A Pittsburgh singer's journey from doo-wop kid and almost-famous crooner to soul survivor

 Under the harsh stage lights, Chuck Corby's face is strained, reddened as he crouches and begs over the end of a musical phrase: "Honey, let me stay." It's a plea he's been making for over 40 years, and yet tonight, in the confines of Clairton's small, worn Valley Hotel -- a dusty roadhouse between disused Mon Valley mills -- his "Honey, Let Me Stay" means something new. It's as though Corby, the definitive music-world veteran, is begging for one more shot at salvation: one more roadhouse gig, one more aging audience, one more dismissive woman to sing for. (Click here to listen to a clip from Corby's original recording of the song.)

It's hard to understand why. In the half-century since Corby began his career singing R&B, soul, jazz and pop, the music business has stolen his money, his legacy, even his true surname. He and his band, Quiet Storm, have gone from singing alongside superstars, to the so-called "mob circuit" of casinos and nightclubs, to the network of Southwestern PA lounges and bars they now call home. And Corby can only watch as collectors scramble to pay top dollar for records he hardly saw a check for.

Yet Corby still strikes a proud figure, full of flash and vigor: A bright red jacket adorns his smallish frame, accentuated by his signature chains -- one of them a necklace bearing a gold cross whose crossbar consists of the letters C-H-U-C-K. His hair may be graying from its once-deep black, but it's still pushed back off his brow, revealing those eyebrows that retain their youthful alacrity -- rising with his every joy, falling with his melancholy. When Corby talks about his past, biting the nails on his many-ringed fingers, he conjures a blue-eyed soul capo di tutti capi -- somewhere between Van Morrison and Goodfellas. And there's still that voice: breaking grittily on high notes, then holding as steady as clasped ringed fingers, mid-prayer.

And even at nearly 61 years old, Corby finds ways to strike back at the business he both loves and loathes. Like Saloonatics, the music-biz revenge-fantasy film Corby made with a host of cronies. But Corby's final triumph is that he's never given in. For half a century, every time he's pleaded with his muse, "Honey, let me stay," she has given her consent.

Chuck Ciorra was 8 years old when he first walked out to the corner.

It was 1955, and Ciorra was living a storybook urban childhood in Pittsburgh's tiny and isolated Hays neighborhood. Like most of his neighbors, Ciorra's family was staunchly Italian and working class: His bricklayer father and house-cleaner mother were both children of immigrants. And like most of his neighbors, Chuck was obsessed with the black doo-wop and R&B music he heard Porky Chedwick play on WAMO, broadcasting from just down the road in Homestead.

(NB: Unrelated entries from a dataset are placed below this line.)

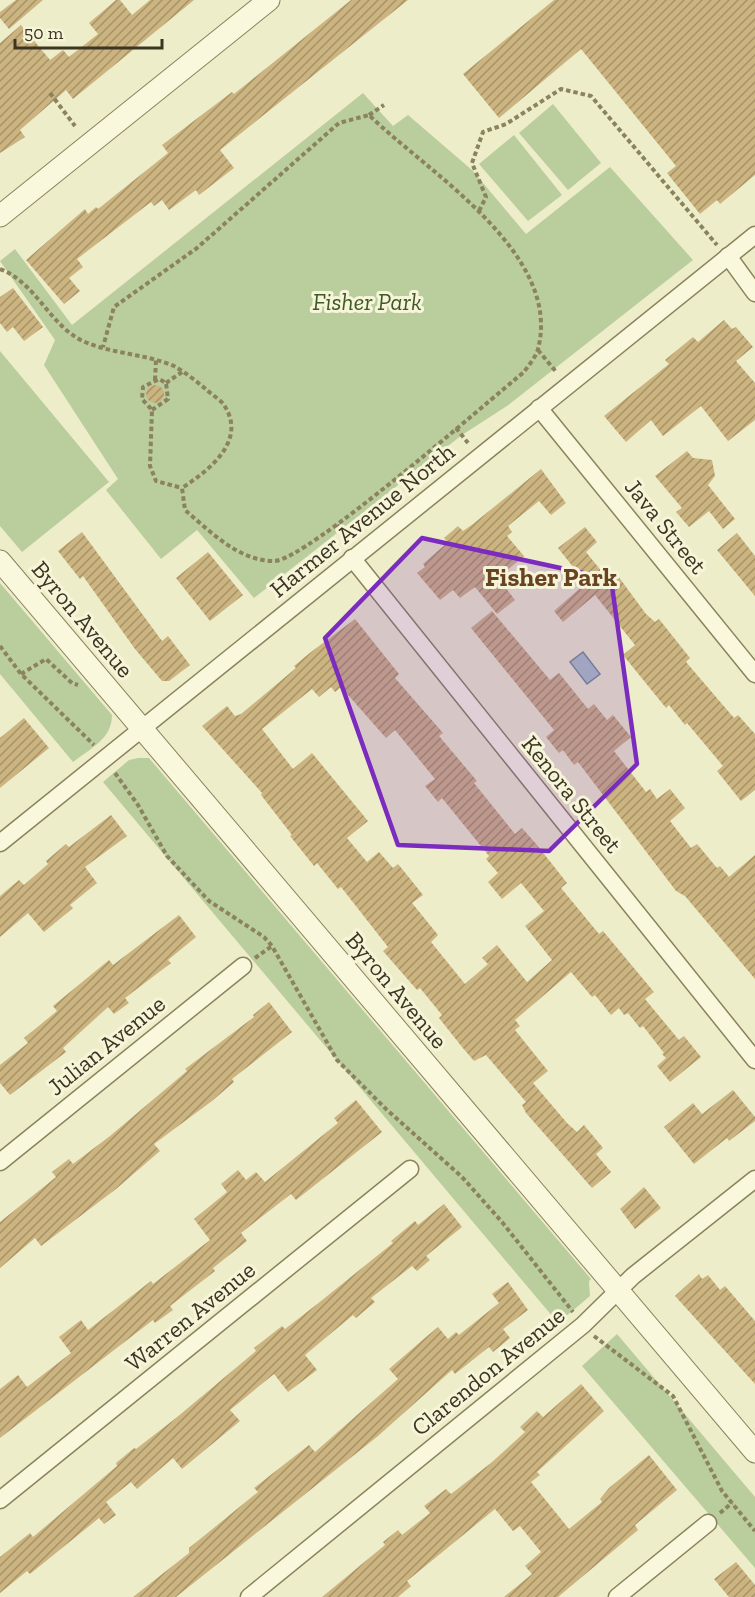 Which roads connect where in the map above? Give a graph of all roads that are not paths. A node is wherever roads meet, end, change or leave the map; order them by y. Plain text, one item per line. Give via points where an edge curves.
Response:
1 (268, 0) edge
2 (0, 216) edge
3 (755, 235) edge
4 (728, 256) junction
5 (755, 293) edge
6 (539, 408) junction
7 (352, 558) junction
8 (0, 561) edge
9 (755, 674) edge
10 (143, 729) junction
11 (0, 843) edge
12 (243, 966) dead end
13 (755, 1060) edge
14 (0, 1162) edge
15 (410, 1169) dead end
16 (755, 1179) edge
17 (619, 1291) junction
18 (755, 1452) edge
19 (0, 1500) edge
20 (708, 1523) dead end
21 (249, 1597) edge
22 (617, 1597) edge

1 - 2 street
3 - 4 street, Harmer Avenue North
4 - 5 street
4 - 6 street, Harmer Avenue North
6 - 7 street, Harmer Avenue North
6 - 9 street, Java Street
7 - 10 street, Harmer Avenue North
7 - 13 street, Kenora Street
8 - 10 street, Byron Avenue
10 - 11 street, Harmer Avenue North
10 - 17 street, Byron Avenue
12 - 14 street, Julian Avenue
15 - 19 street, Warren Avenue
16 - 17 street, Clarendon Avenue
17 - 18 street, Byron Avenue
17 - 21 street, Clarendon Avenue via 584,1324
20 - 22 street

With some third-grade pals, Ciorra formed his first group, singing doo-wop like The Jacks' "Why Don't You Write Me?" But while his friends were content to sing between playing ball and going to the movies, little Ciorra had his sights set higher -- on the street corner outside.

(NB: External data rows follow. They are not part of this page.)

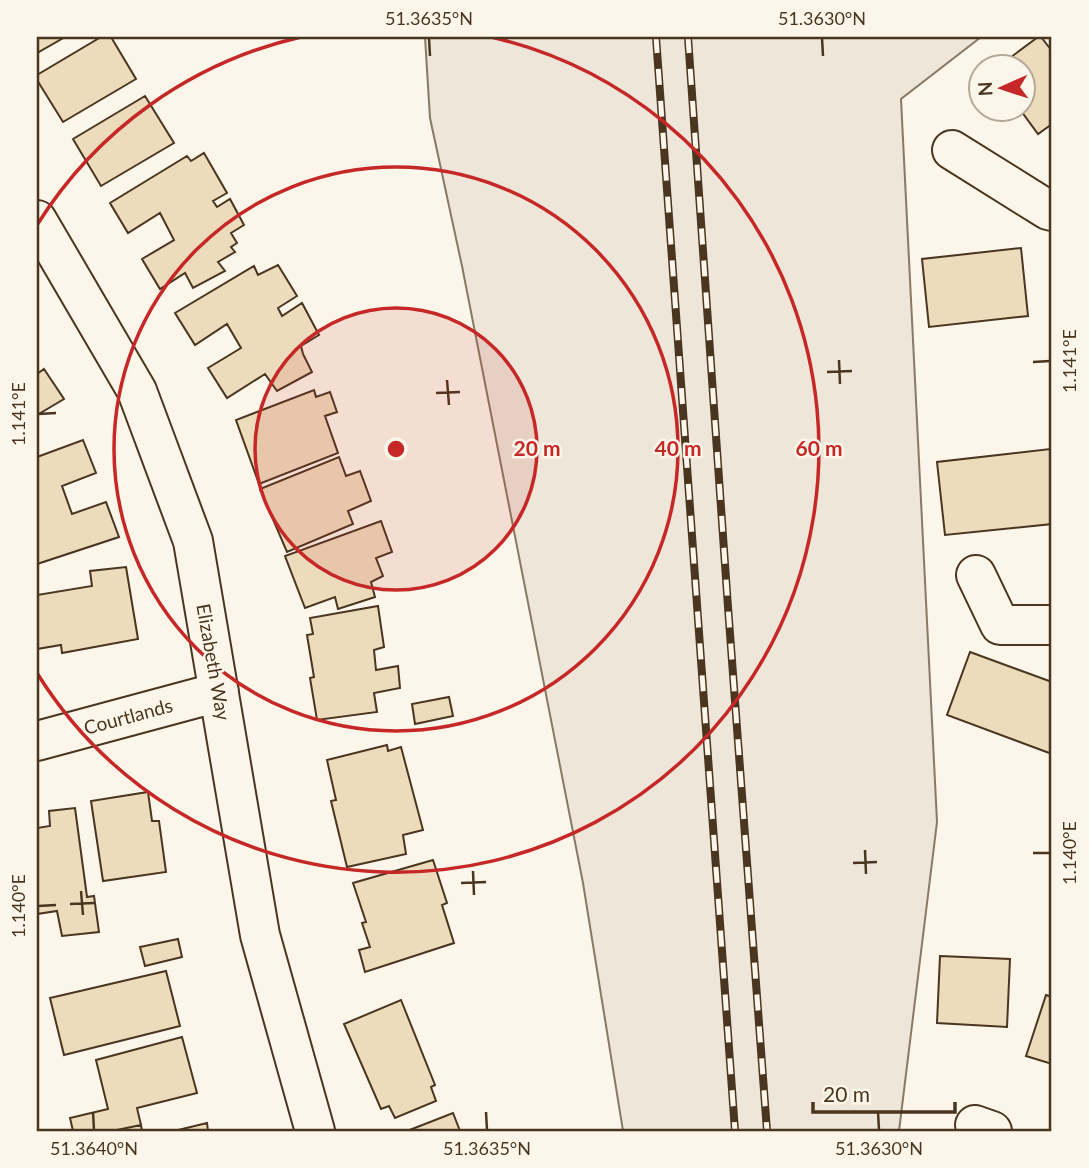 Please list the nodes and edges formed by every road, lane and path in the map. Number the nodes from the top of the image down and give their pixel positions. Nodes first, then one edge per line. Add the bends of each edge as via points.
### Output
1 (952, 150) dead end
2 (1052, 211) edge
3 (37, 220) edge
4 (976, 575) dead end
5 (1052, 625) edge
6 (219, 692) junction
7 (37, 741) edge
8 (315, 1131) edge

1 - 2 street
3 - 6 street, Elizabeth Way via 137,391 193,541
4 - 5 street via 1000,625
6 - 7 street, Courtlands
6 - 8 street, Elizabeth Way via 260,935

"Pittsburgh was really happy times then," says Corby. "On every corner there was a group of regular guys, out there singing doo-wops. So I'd go up to them and say, 'Hey, I can sing that song!'"

But the corner guys didn't care -- Ciorra was just a kid. And with things heating up in Pittsburgh for locals like the Del-Vikings and the El Venos, this was no time for messing around. But even as he went back to singing "Jitterbug Mary" with his pals, Ciorra was planning his return to the corner.

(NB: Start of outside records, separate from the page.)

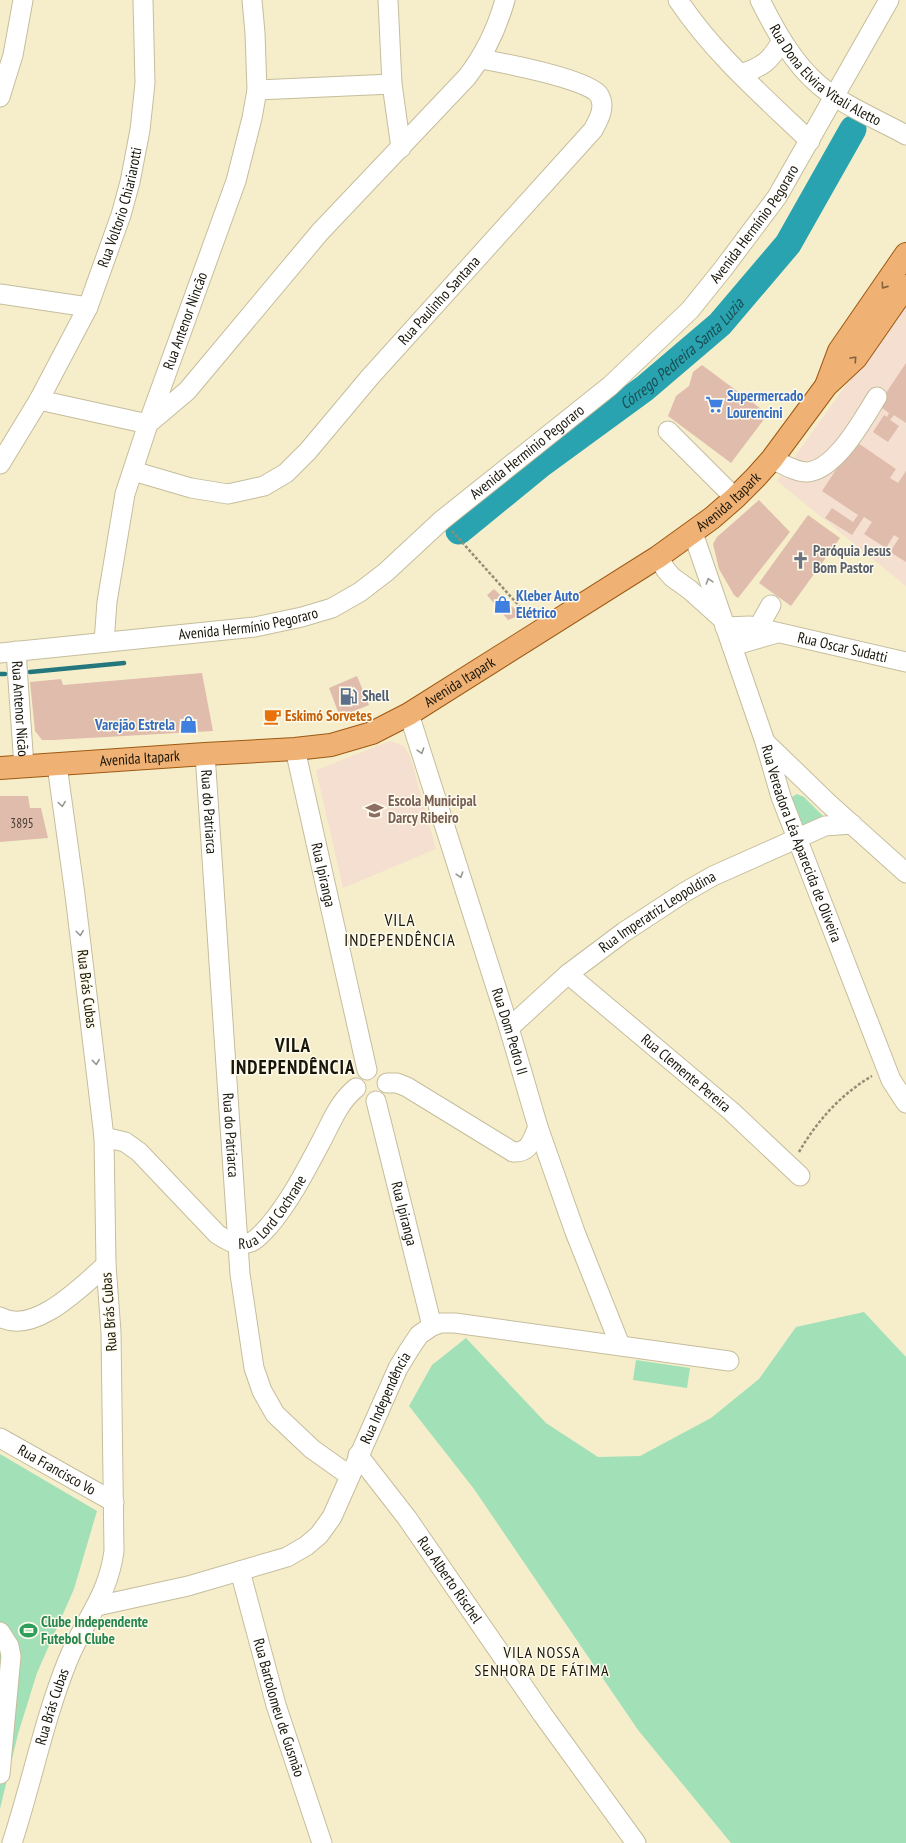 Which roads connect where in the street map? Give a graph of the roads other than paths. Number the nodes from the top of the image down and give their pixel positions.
1 (23, 0) edge
2 (143, 0) edge
3 (252, 0) edge
4 (388, 0) edge
5 (505, 0) edge
6 (678, 0) edge
7 (760, 0) edge
8 (889, 0) edge
9 (782, 40) junction
10 (481, 59) junction
11 (741, 74) junction
12 (392, 84) junction
13 (257, 90) junction
14 (835, 97) junction
15 (0, 98) edge
16 (906, 135) edge
17 (810, 141) junction
18 (401, 148) junction
19 (906, 254) edge
20 (906, 286) edge
21 (0, 294) edge
22 (88, 307) junction
23 (826, 386) junction
24 (877, 397) dead end
25 (39, 400) junction
26 (148, 424) junction
27 (668, 431) dead end
28 (8, 437) edge
29 (772, 459) junction
30 (0, 464) edge
31 (133, 471) junction
32 (735, 498) junction
33 (693, 533) junction
34 (658, 557) junction
35 (771, 605) dead end
36 (723, 622) junction
37 (758, 628) junction
38 (779, 633) junction
39 (104, 642) junction
40 (732, 646) junction
41 (8, 652) edge
42 (906, 662) edge
43 (409, 714) junction
44 (765, 742) junction
45 (295, 749) junction
46 (205, 754) junction
47 (57, 765) junction
48 (24, 767) junction
49 (0, 768) edge
50 (804, 781) junction
51 (781, 797) junction
52 (828, 803) junction
53 (852, 824) junction
54 (825, 826) junction
55 (797, 838) junction
56 (906, 873) edge
57 (568, 974) junction
58 (509, 1028) junction
59 (367, 1070) junction
60 (387, 1083) junction
61 (356, 1088) junction
62 (376, 1101) junction
63 (906, 1104) edge
64 (538, 1127) junction
65 (104, 1137) junction
66 (796, 1171) road end
67 (238, 1244) junction
68 (106, 1265) junction
69 (0, 1317) edge
70 (432, 1326) junction
71 (620, 1345) junction
72 (729, 1361) dead end
73 (0, 1438) edge
74 (358, 1455) junction
75 (350, 1476) junction
76 (114, 1502) junction
77 (240, 1571) junction
78 (97, 1606) junction
79 (0, 1632) edge
80 (0, 1774) edge
81 (12, 1843) edge
82 (322, 1843) edge
83 (636, 1843) edge

1 - 15 street
2 - 22 street, Rua Voltorio Chiariarotti
3 - 13 street, Rua Antenor Nincão
4 - 12 street
5 - 10 street
6 - 11 street
7 - 9 street, Rua Dona Elvira Vitali Aletto
8 - 14 street, Avenida Hermínio Pegoraro
9 - 11 street
9 - 14 street, Rua Dona Elvira Vitali Aletto
10 - 18 street
10 - 31 street, Rua Paulinho Santana
11 - 17 street
12 - 13 street
12 - 18 street
13 - 26 street, Rua Antenor Nincão
14 - 16 street, Rua Dona Elvira Vitali Aletto
14 - 17 street, Avenida Hermínio Pegoraro
17 - 39 street, Avenida Hermínio Pegoraro
18 - 26 street
19 -> 23 main road, Avenida Itapark
23 -> 20 main road, Avenida Itapark
21 - 22 street
22 - 25 street, Rua Voltorio Chiariarotti
23 - 29 main road, Avenida Itapark
24 - 29 street
25 - 26 street
25 - 28 street, Rua Voltorio Chiariarotti
26 - 31 street, Rua Antenor Nincão
27 - 32 street
28 - 30 street, Rua Voltorio Chiariarotti
29 - 32 main road, Avenida Itapark
31 - 39 street, Rua Antenor Nincão
32 - 33 main road, Avenida Itapark
33 - 34 main road, Avenida Itapark
36 -> 33 street, Rua Vereadora Léa Aparecida de Oliveira
34 - 36 street, Rua Vereadora Léa Aparecida de Oliveira
34 - 43 main road, Avenida Itapark
35 - 37 street
36 - 37 street, Rua Oscar Sudatti
36 - 40 street, Rua Vereadora Léa Aparecida de Oliveira
37 - 38 street, Rua Oscar Sudatti
38 - 40 street, Rua Oscar Sudatti
38 - 42 street, Rua Oscar Sudatti
39 - 41 street, Avenida Hermínio Pegoraro
40 - 44 street, Rua Vereadora Léa Aparecida de Oliveira
41 - 48 street, Rua Antenor Nicão
43 - 45 main road, Avenida Itapark
43 -> 58 street, Rua Dom Pedro II
44 - 50 street
44 - 51 street, Rua Vereadora Léa Aparecida de Oliveira
45 - 46 main road, Avenida Itapark
45 - 59 street, Rua Ipiranga
46 - 47 main road, Avenida Itapark
46 - 67 street, Rua do Patriarca
47 - 48 main road, Avenida Itapark
47 -> 65 street, Rua Brás Cubas
48 - 49 main road, Avenida Itapark
50 - 51 street
50 - 52 street
51 - 55 street, Rua Vereadora Léa Aparecida de Oliveira
52 - 53 street
52 - 54 street
53 - 54 street, Rua Imperatriz Leopoldina
53 - 56 street
54 - 55 street, Rua Imperatriz Leopoldina
55 - 57 street, Rua Imperatriz Leopoldina
55 - 63 street, Rua Vereadora Léa Aparecida de Oliveira
57 - 58 street, Rua Imperatriz Leopoldina
57 - 66 street, Rua Clemente Pereira
58 - 64 street, Rua Dom Pedro II
59 - 60 street
59 - 61 street
60 - 62 street
60 - 64 street
61 - 62 street
61 - 67 street, Rua Lord Cochrane
62 - 70 street, Rua Ipiranga
64 - 71 street, Rua Dom Pedro II
65 - 67 street, Rua Lord Cochrane
65 - 68 street, Rua Brás Cubas
67 - 75 street, Rua do Patriarca
68 - 69 street
68 - 76 street, Rua Brás Cubas
70 - 71 street
70 - 74 street, Rua Independência
71 - 72 street
73 - 76 street, Rua Francisco Vo
74 - 75 street, Rua Independência
74 - 83 street, Rua Alberto Rischel
75 - 77 street, Rua Independência
76 - 78 street, Rua Brás Cubas
77 - 78 street, Rua Independência
77 - 82 street, Rua Bartolomeu de Gusmão
78 - 81 street, Rua Brás Cubas
79 - 80 street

"I'd written a letter to Ted Mack," the host of the Original Amateur Hour TV show, says Corby. "Ted Mack's show then was like Star Search or American Idol. Two years go by, and I didn't ever hear back, and then I got a letter that said Ted Mack was coming to Pittsburgh -- 'Bring this letter down to KDKA-TV at this time on this date.' So I go down to the corner, and I said, 'You guys gonna let me sing in your group? 'Cause I've got this letter ...'"

Ciorra arranged to meet his new group before the audition. But at the appointed time, he found himself standing on the corner alone. The older boys had taken his letter and gone on without him. But rather than souring him, his first taste of music-biz cruelty fueled Ciorra's fire. It wasn't long before he was taking his career even more seriously.

"I saved my money up, got some of the guys together to back me up, and went down to George Heid's studio Downtown," says Corby. "I made a dub [a one-off record], walked it from Hays down to WAMO in Homestead, and played it for Porky."

"He was only about 13 when he came into my life," says Porky Chedwick. At that time, Chedwick, a deejay, was the most important tastemaker in Pittsburgh -- and among the biggest names in American radio. "He had a little bit of a sound in his voice. I was playing [mostly] black artists, and he had a good black-artist sound, but without really striving to be that way. So I tried to help him out."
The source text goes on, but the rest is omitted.